- The Brontes
Famous throughout the world as the home of the Bronte Sisters, the small and simply beautiful town of Haworth is like stepping back in time. This quaint, hilly town with its cobbled streets, boutique shops, tea rooms, apothecaries and Railway Children-style train station is a literary mecca. Visitors flock from all over to see The Parsonage Museum where the three sisters, Charlotte, Emily and Anne Bronte, wrote their novels including Jane Eyre, Wuthering Heights and The Tenant of Wildfell Hall to name a few.

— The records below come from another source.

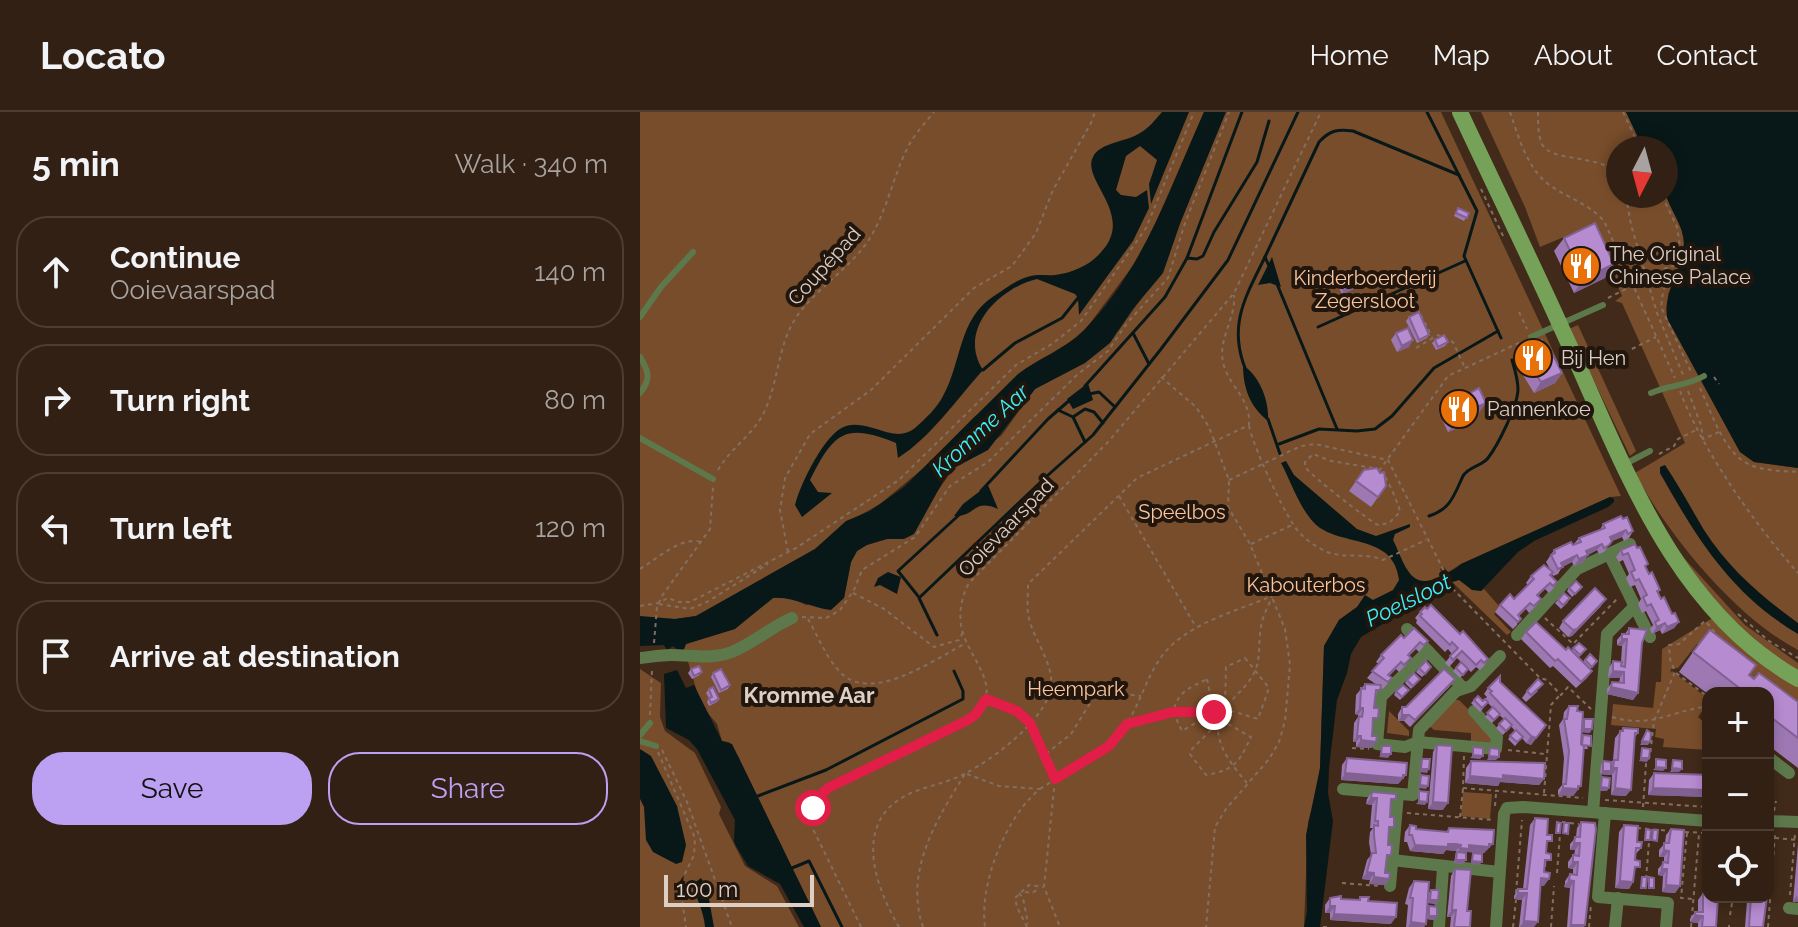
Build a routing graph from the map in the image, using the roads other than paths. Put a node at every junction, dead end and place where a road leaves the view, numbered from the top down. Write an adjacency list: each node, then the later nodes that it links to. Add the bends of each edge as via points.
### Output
1 (1460, 112): 5 (street)
2 (693, 252): 4 (lane)
3 (1603, 305): 5 (lane)
4 (640, 317)
5 (1560, 324): 6 (lane); 13 (street)
6 (1531, 337)
7 (640, 357): 9 (lane, via 648,370 648,384)
8 (1704, 376): 10 (lane)
9 (640, 393)
10 (1651, 393)
11 (640, 438): 14 (lane)
12 (1651, 454): 13 (lane)
13 (1625, 465): 23 (street, via 1660,536 1707,603)
14 (713, 479)
15 (1630, 544): 16 (street)
16 (1609, 554): 17 (street); 24 (street, via 1577,569 1471,686)
17 (1633, 608): 20 (street); 35 (street, via 1607,634)
18 (792, 618): 22 (street, via 728,653 704,659)
19 (1407, 629): 21 (street)
20 (1650, 637)
21 (1428, 651): 24 (street); 29 (street, via 1381,697 1377,744 1405,747)
22 (649, 656)
23 (1798, 679)
24 (1463, 688): 29 (street, via 1419,730)
25 (1474, 711): 29 (street, via 1497,737 1496,749)
26 (650, 723): 27 (lane)
27 (640, 735)
28 (640, 741): 30 (lane)
29 (1418, 742): 34 (street, via 1413,795)
30 (656, 746)
31 (1771, 759): 32 (street)
32 (1789, 773)
33 (1343, 789): 34 (street)
34 (1398, 794): 39 (street)
35 (1597, 808): 36 (street); 41 (street, via 1507,808); 43 (street, via 1598,897)
36 (1699, 820)
37 (1774, 821): 38 (street)
38 (1797, 822)
39 (1392, 860): 40 (street); 42 (street)
40 (1443, 867): 41 (street); 44 (street)
41 (1499, 872): 45 (street)
42 (1390, 886)
43 (1618, 898): 46 (street); 47 (street, via 1668,903)
44 (1439, 927)
45 (1496, 927)
46 (1615, 927)
47 (1666, 927)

The parsonage where they lived and wrote novels and poetry at night, has been turned into a very well run and perfectly maintained shrine to these literary giants. You can see the writing desks, the needlework boxes, the clothes and the furniture of these petite ladies aswell as diaries, drawings and letters of the talented trio. In addition there are paintings by their wayward but hugely gifted brother Branwell who painted the only known picture of the three sisters together. Visit The Parsonage (a registered charity) and imagine what hard life was like in the 1800s in rural Yorkshire. The Bronte Sisters’ final resting place is within vaults of the neighbouring church, where their father, Patrick Bronte, preached.
In the early 1800s at the time of the Brontes, Holdsworth House was owned by the Wadsworth Family. Our diaries of their daughter Elizabeth tell of her having been to see concert violinist Paganini in Halifax – as do the chronicles of the Brontes.
Haworth is an enjoyable 20 minutes drive from Holdsworth House and is the epitome of Emily Bronte’s legendary Wuthering Heights. On the way you’ll pass through enchanting and mystical, wild and rugged moors where you can practically hear the echoes of Catherine and Heathcliffe around every heather strewn corner. Prepare to fall in love with Haworth and its living, breathing past.
For walkers, THE BRONTE WAY is a 43 mile walking route which starts at Oakwell Hall near Birstall, Leeds and finishes at Gawthorpe Hall near Burnley in Lancashire. The Bronte Way takes in some of the famous Bronte-related sites from their real lives and fictional stories and was listed in the Top 50 Trips of a Lifetime by National Geographic Traveler, so is one not to be missed.